Diriwayatkan oleh Abu Hurairah R.A, dia berkata: Berselisihlah dua orang wanita dari suku Huzail, kemudian salah satu wanita tersebut melempar batu betu ke wanita yang lain sehingga mengakibatkan kematian wanita tersebut beserta janin yang dikandungnya. Maka ahli waris dari wanita yang meninggal tersebut mengadukan peristiwa tersebut kepada Rasulullah SAW., maka Rasulullah SAW memutuskan ganti rugi dari pembunuhan terhadap janin tersebut dengan pembebasan seorang budak laki-laki atau perempuan, dan memutuskan ganti rugi kematian wanita tersebut dengan uang darah (diyat) yang dibayarkan oleh aqilahnya (kerabat dari orang tua laki-laki).” (H.R Bukhari)

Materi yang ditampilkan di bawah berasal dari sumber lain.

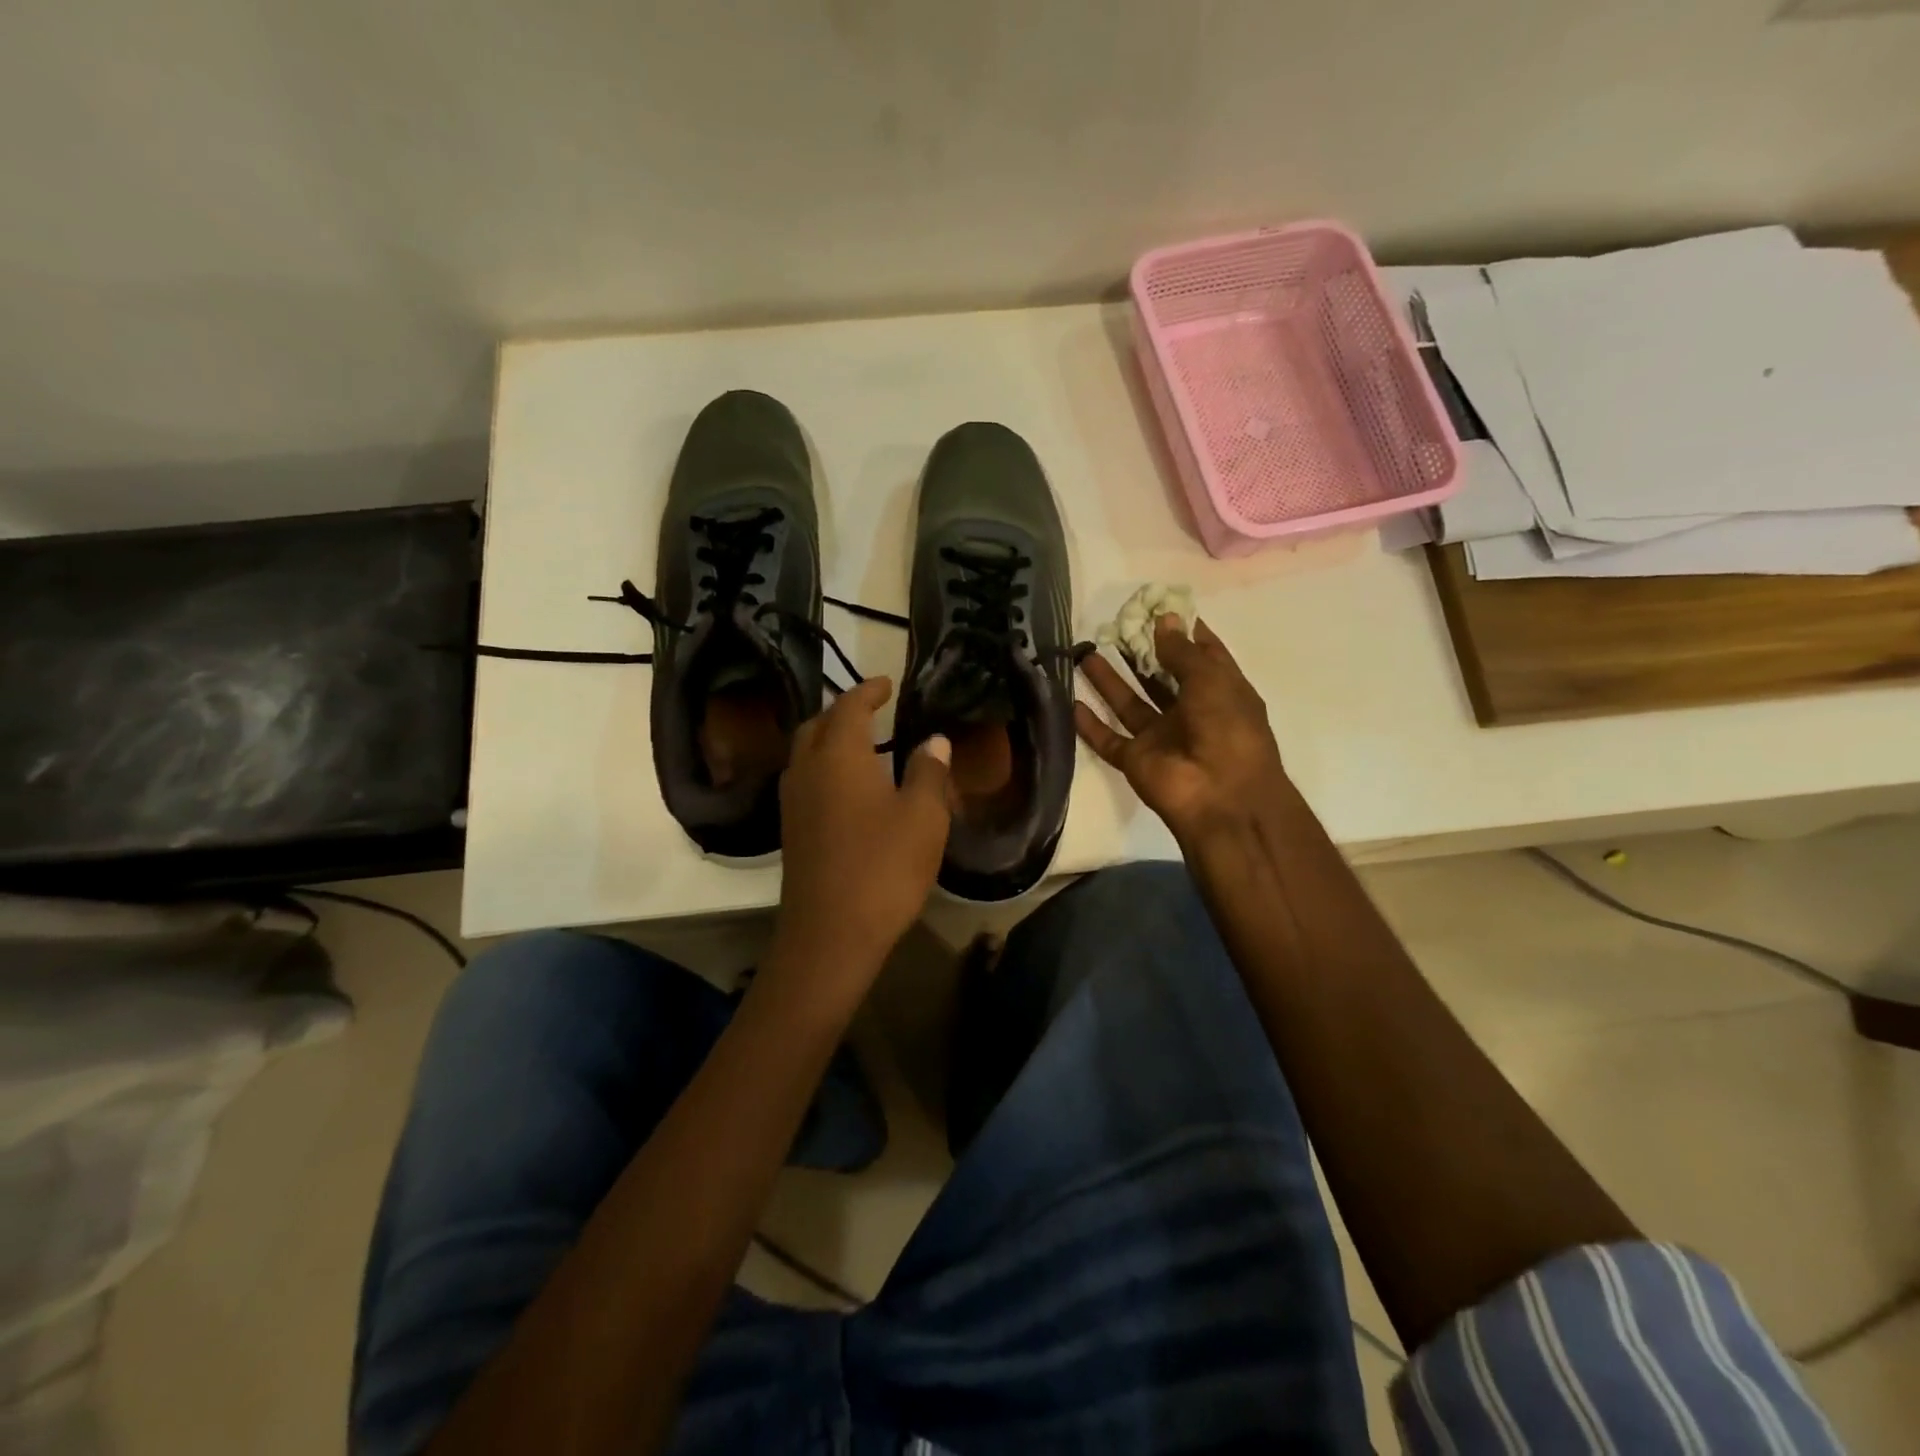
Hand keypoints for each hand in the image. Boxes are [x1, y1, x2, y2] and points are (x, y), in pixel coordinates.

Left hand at [772, 677, 952, 988]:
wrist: (830, 934)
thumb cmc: (883, 867)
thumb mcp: (923, 817)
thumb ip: (929, 772)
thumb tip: (933, 741)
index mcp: (838, 756)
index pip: (849, 707)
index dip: (868, 691)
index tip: (887, 683)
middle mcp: (806, 770)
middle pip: (817, 725)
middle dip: (842, 711)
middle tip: (872, 711)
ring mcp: (793, 802)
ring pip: (805, 753)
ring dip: (829, 739)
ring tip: (861, 744)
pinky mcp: (791, 831)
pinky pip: (804, 780)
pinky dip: (823, 767)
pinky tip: (847, 787)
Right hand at [1075, 617, 1290, 845]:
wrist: (1222, 799)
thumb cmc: (1227, 730)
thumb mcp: (1212, 680)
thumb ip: (1183, 652)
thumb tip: (1164, 620)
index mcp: (1219, 692)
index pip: (1200, 655)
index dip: (1181, 631)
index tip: (1155, 608)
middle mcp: (1190, 712)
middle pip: (1159, 677)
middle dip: (1138, 652)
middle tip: (1112, 626)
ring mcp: (1161, 738)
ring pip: (1129, 704)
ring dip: (1108, 680)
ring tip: (1084, 652)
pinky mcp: (1136, 760)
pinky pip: (1108, 738)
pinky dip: (1090, 723)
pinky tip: (1070, 701)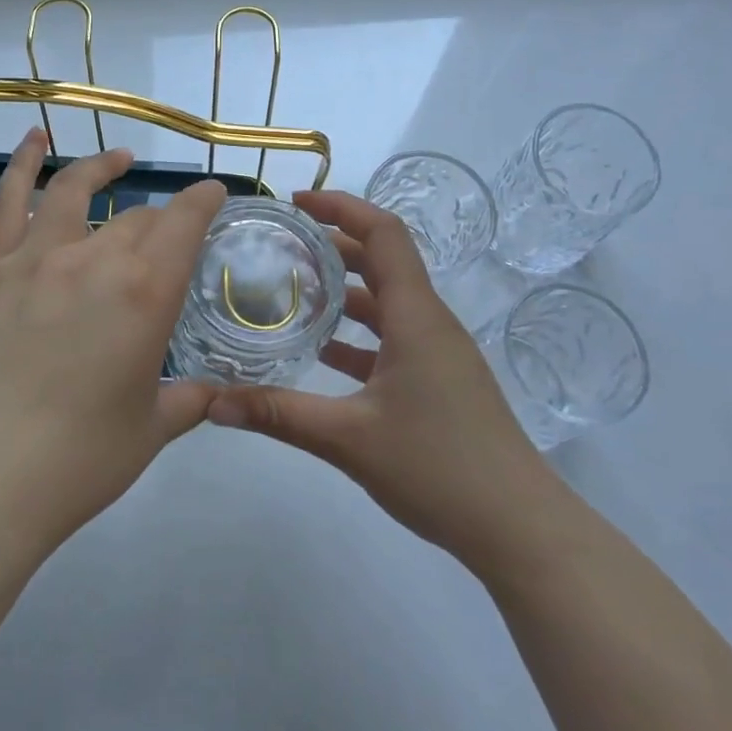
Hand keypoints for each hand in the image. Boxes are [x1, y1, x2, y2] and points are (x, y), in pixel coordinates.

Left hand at [0, 128, 226, 549]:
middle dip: (162, 219)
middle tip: (169, 233)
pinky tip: (33, 139)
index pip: (186, 224)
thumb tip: (215, 393)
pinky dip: (22, 164)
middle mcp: (96, 260)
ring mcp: (36, 259)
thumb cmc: (80, 460)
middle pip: (138, 220)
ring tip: (120, 160)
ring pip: (77, 192)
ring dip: (104, 168)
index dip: (204, 201)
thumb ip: (190, 400)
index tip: (215, 193)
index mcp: (147, 294)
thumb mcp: (152, 429)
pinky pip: (7, 203)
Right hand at [208, 190, 544, 565]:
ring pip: (388, 303)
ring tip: (292, 292)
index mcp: (416, 317)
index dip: (342, 208)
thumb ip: (278, 414)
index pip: (384, 234)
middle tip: (281, 247)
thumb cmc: (439, 468)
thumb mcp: (348, 439)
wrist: (519, 527)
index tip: (296, 204)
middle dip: (333, 247)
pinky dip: (358, 335)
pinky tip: (322, 354)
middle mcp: (430, 323)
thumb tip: (212, 403)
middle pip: (383, 262)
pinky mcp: (440, 382)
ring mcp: (439, 354)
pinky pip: (394, 339)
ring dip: (345, 292)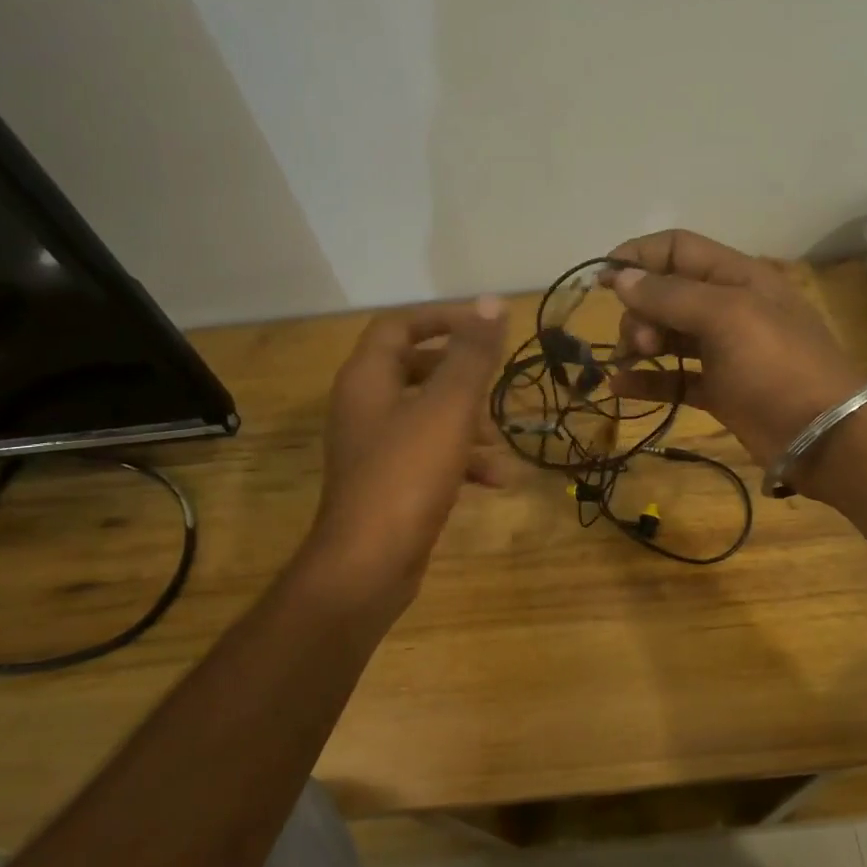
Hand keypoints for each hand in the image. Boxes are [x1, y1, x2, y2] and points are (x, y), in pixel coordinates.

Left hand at [303, 297, 507, 610]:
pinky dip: (460, 461)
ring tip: (502, 444)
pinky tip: (495, 482)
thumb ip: (472, 357)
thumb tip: (493, 302)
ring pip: (426, 417)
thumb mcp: (448, 410)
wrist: (368, 564)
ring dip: (467, 424)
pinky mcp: (388, 484)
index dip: (442, 319)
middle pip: (415, 371)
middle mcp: (364, 407)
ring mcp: (374, 449)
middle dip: (461, 377)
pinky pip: (428, 457)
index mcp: (368, 379)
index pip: (399, 326)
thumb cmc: (407, 476)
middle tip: (495, 383)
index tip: (485, 327)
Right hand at [602, 230, 866, 474]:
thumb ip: (671, 296)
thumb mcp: (726, 317)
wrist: (823, 436)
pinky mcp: (720, 391)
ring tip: (628, 361)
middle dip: (641, 311)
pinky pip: (675, 378)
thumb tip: (621, 278)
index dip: (639, 256)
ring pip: (668, 336)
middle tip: (639, 342)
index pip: (678, 249)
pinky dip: (648, 381)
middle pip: (668, 294)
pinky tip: (619, 387)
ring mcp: (725, 352)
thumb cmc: (777, 365)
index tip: (602, 278)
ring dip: (640, 343)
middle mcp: (729, 308)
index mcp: (737, 277)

Aqilah adalah praktik yang biasa terjadi pada suku Arab kuno.Kata aqilah bermakna asabah, yang menunjukkan hubungan kekerabatan dari pihak orang tua laki-laki pembunuh.Oleh karena itu, pemikiran dasar tentang aqilah adalah seperti itu, di mana suku Arab kuno telah menyiapkan pembayaran uang kontribusi untuk kepentingan si pembunuh sebagai pengganti kerugian untuk ahli waris korban. Kerelaan untuk melakukan pembayaran uang seperti itu dapat disamakan dengan pembayaran premi pada praktik asuransi, sementara itu kompensasi pembayaran di bawah aqilah dapat disamakan dengan penggantian kerugian (indemnity) pada praktik asuranasi saat ini,sebagai satu bentuk perlindungan dalam bidang keuangan bagi ahli waris dari sebuah kematian yang tidak diharapkan oleh korban. Dalam tahap selanjutnya, asuransi telah berkembang dan memasuki fase yang lebih modern lagi, karena lebih terorganisir dan menggunakan pola manajemen yang lebih baik.

Di Indonesia berdirinya Bank Mu’amalat Indonesia pada bulan juli 1992 memunculkan pemikiran baru di kalangan ulama dan praktisi ekonomi syariah ketika itu, untuk membuat asuransi syariah. Hal ini dikarenakan operasional bank syariah tidak bisa terlepas dari praktik asuransi yang sesuai, tentu tidak lepas dari prinsip-prinsip syaria’ah. Pada tanggal 27 Juli 1993 dibentuk tim TEPATI (Tim Pembentukan Takaful Indonesia) yang disponsori oleh Yayasan Abdi Bangsa (ICMI), Bank Mu’amalat Indonesia, Asuransi Tugu Mandiri, dan Departemen Keuangan (Depkeu). Selanjutnya beberapa orang anggota tim TEPATI berangkat ke Malaysia untuk mempelajari operasional asuransi Islam pada tanggal 7-10 September 1993. Seteah itu melakukan berbagai persiapan, termasuk melakukan seminar nasional bulan Oktober 1993 di Hotel Indonesia.